● ABOUT THIS EXERCISE:
How many separate lines of the data contain "every"? Give the count and nothing else.
*** SOURCE INFORMATION ***
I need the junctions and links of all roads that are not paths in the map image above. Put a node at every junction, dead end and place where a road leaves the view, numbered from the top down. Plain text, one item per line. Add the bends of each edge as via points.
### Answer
*** End of SOURCE INFORMATION ***
*** SOURCE INFORMATION ***
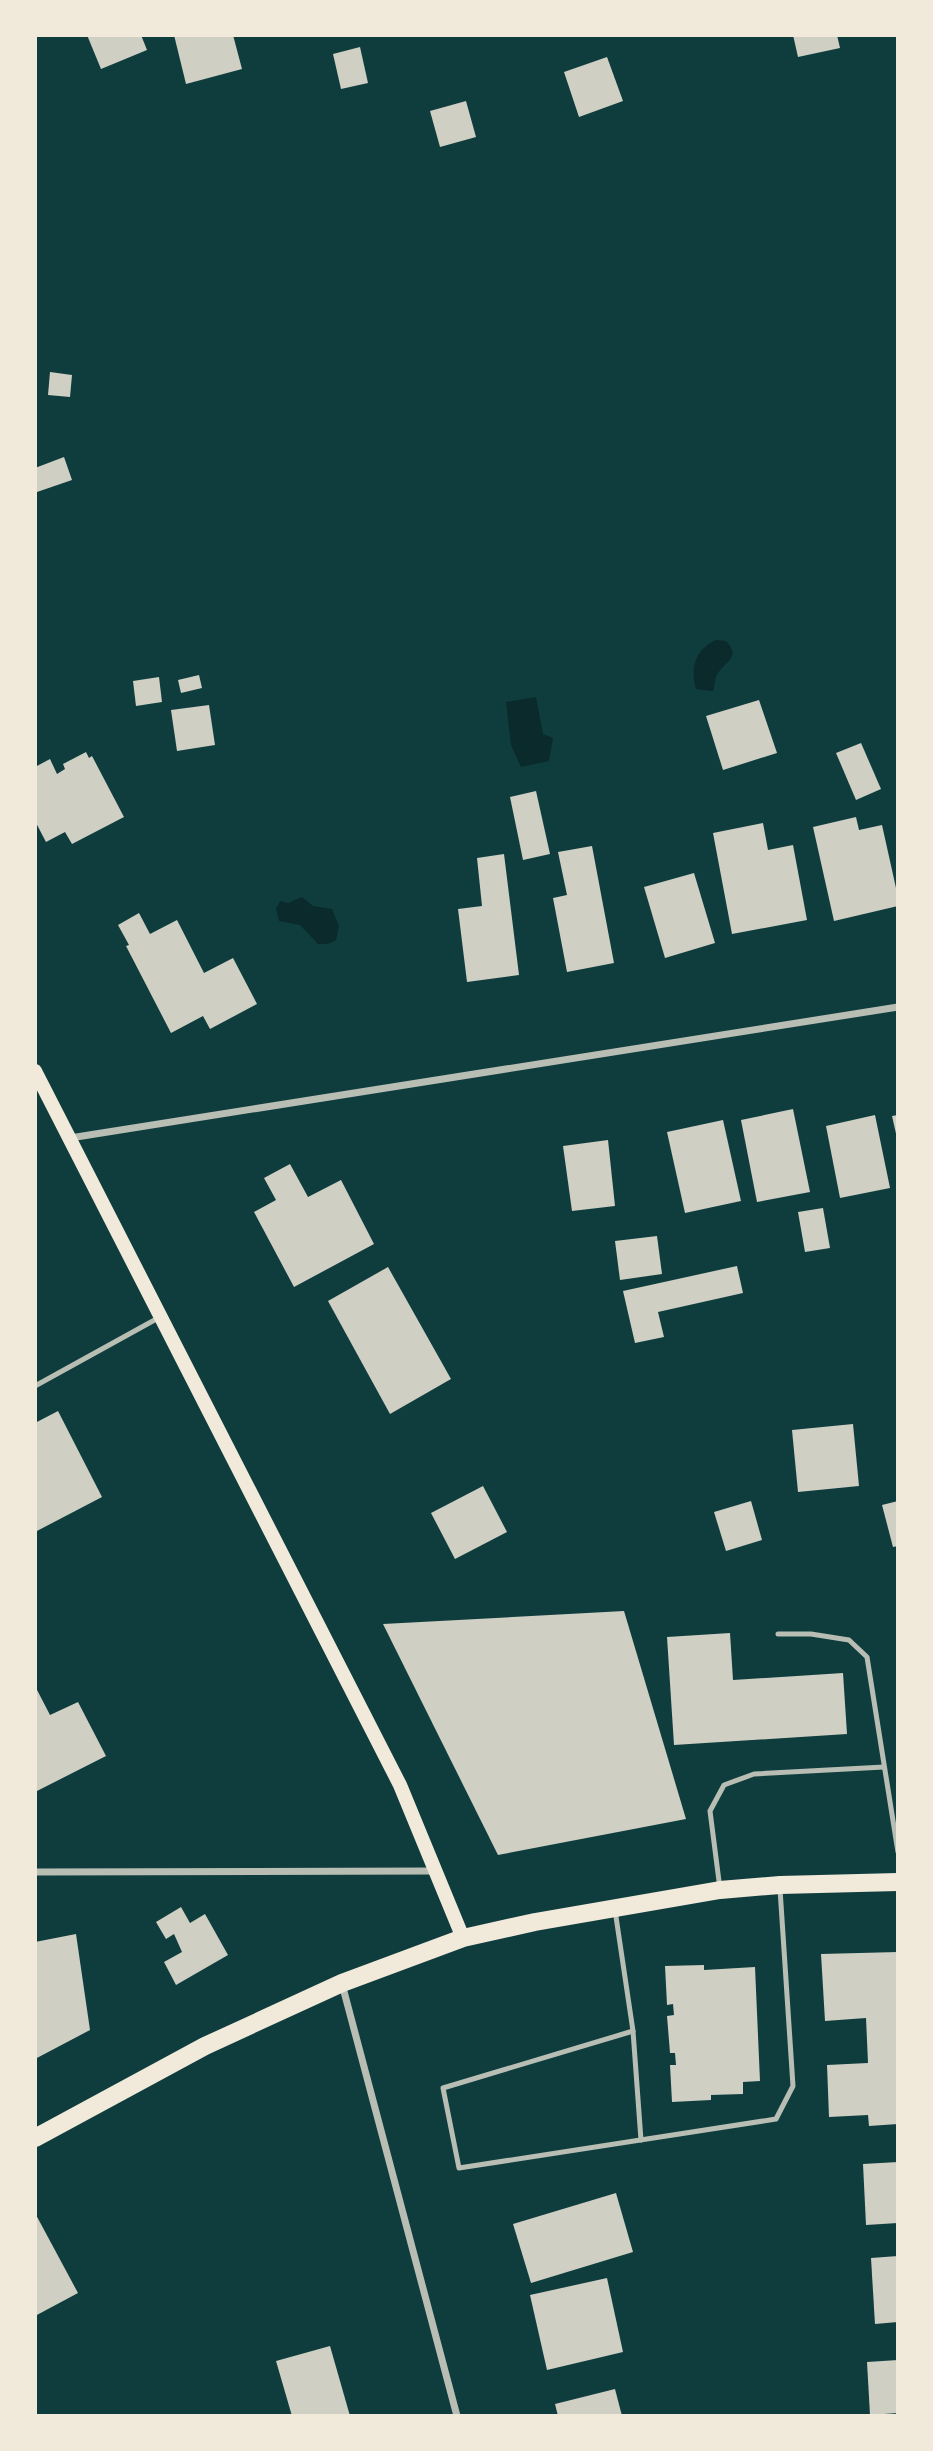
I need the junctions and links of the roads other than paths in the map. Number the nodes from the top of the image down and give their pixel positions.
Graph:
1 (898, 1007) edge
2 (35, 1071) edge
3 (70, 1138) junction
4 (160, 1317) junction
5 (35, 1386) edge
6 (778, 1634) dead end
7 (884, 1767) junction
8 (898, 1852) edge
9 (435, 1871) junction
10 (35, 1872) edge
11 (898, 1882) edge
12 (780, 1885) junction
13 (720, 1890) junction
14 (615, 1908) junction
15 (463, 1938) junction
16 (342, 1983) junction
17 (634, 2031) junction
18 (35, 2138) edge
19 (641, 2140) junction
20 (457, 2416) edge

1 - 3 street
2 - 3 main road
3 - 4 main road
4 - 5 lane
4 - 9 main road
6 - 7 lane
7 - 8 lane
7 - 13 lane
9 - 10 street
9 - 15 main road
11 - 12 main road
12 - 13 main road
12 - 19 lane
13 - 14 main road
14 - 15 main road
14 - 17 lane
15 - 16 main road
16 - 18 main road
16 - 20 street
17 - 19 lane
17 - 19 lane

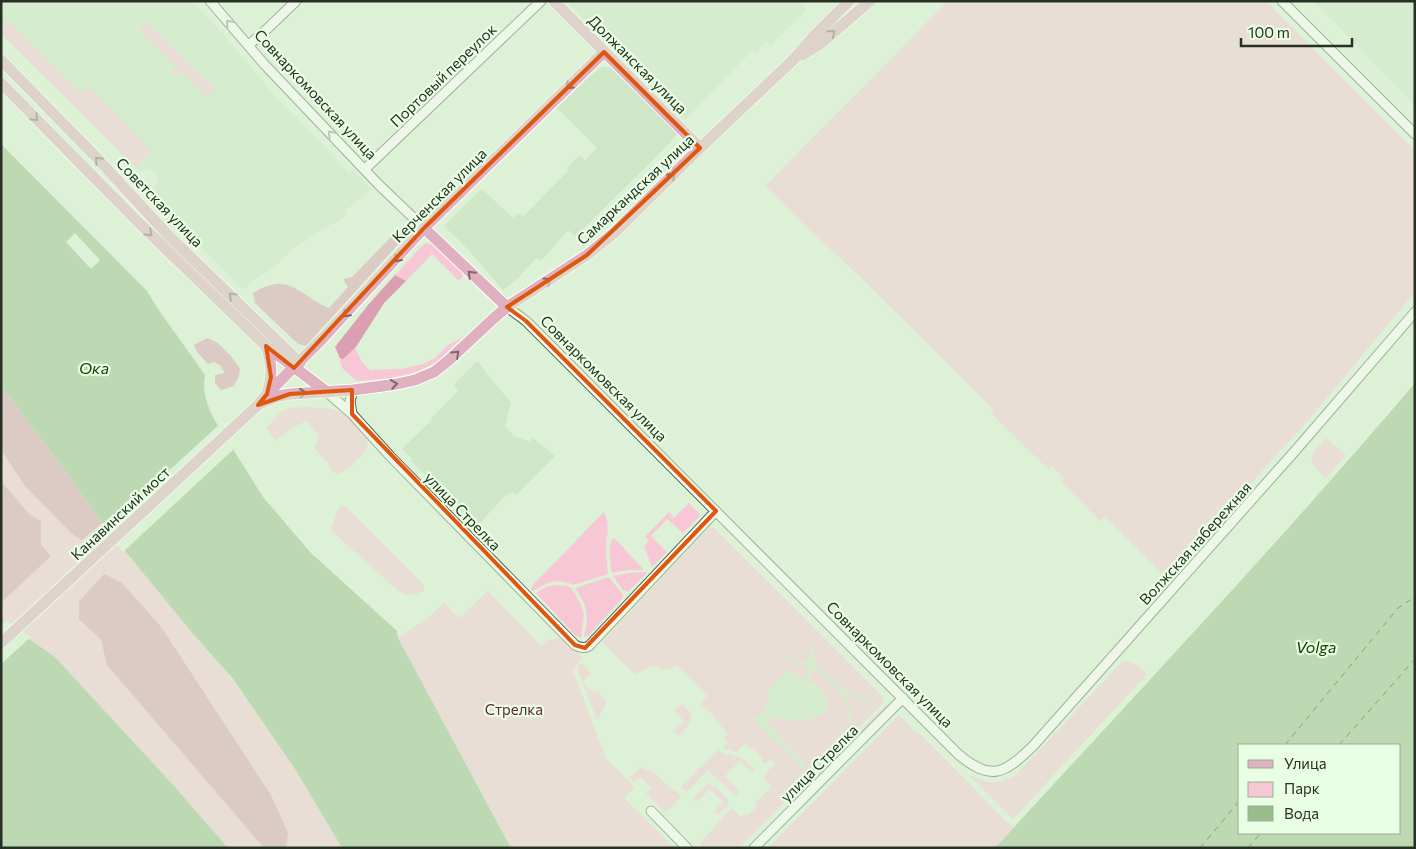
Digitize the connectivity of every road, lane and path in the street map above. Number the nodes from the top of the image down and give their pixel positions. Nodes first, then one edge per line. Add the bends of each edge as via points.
*** End of SOURCE INFORMATION ***
*** SOURCE INFORMATION ***
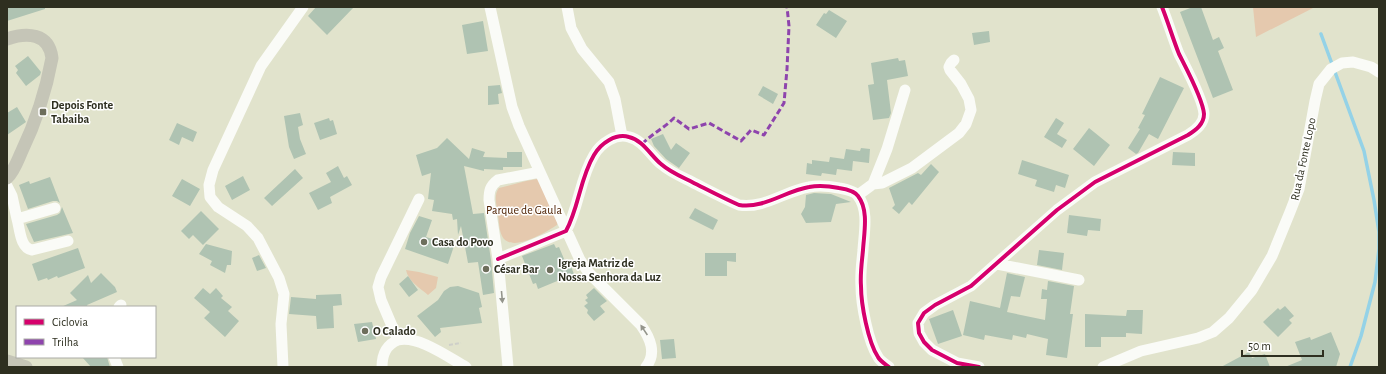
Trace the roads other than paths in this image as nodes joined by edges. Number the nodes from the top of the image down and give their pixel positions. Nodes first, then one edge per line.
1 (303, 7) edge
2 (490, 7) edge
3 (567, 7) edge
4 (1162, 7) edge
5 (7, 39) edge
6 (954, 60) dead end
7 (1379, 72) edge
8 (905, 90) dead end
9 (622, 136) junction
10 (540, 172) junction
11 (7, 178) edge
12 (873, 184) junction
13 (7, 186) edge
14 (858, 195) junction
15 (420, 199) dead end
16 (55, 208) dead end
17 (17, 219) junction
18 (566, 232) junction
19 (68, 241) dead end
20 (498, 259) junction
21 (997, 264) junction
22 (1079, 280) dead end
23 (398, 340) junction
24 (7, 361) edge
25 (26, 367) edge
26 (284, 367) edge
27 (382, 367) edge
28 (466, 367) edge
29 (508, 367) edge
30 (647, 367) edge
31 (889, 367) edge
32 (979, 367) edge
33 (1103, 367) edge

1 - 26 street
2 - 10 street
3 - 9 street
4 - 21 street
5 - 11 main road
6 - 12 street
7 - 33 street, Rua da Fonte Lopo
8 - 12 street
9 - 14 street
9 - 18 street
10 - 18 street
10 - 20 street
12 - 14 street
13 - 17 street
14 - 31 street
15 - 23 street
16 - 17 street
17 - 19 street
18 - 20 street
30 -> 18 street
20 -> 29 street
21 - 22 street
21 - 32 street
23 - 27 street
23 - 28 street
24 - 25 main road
*** End of SOURCE INFORMATION ***
● SOLVED EXERCISE:
2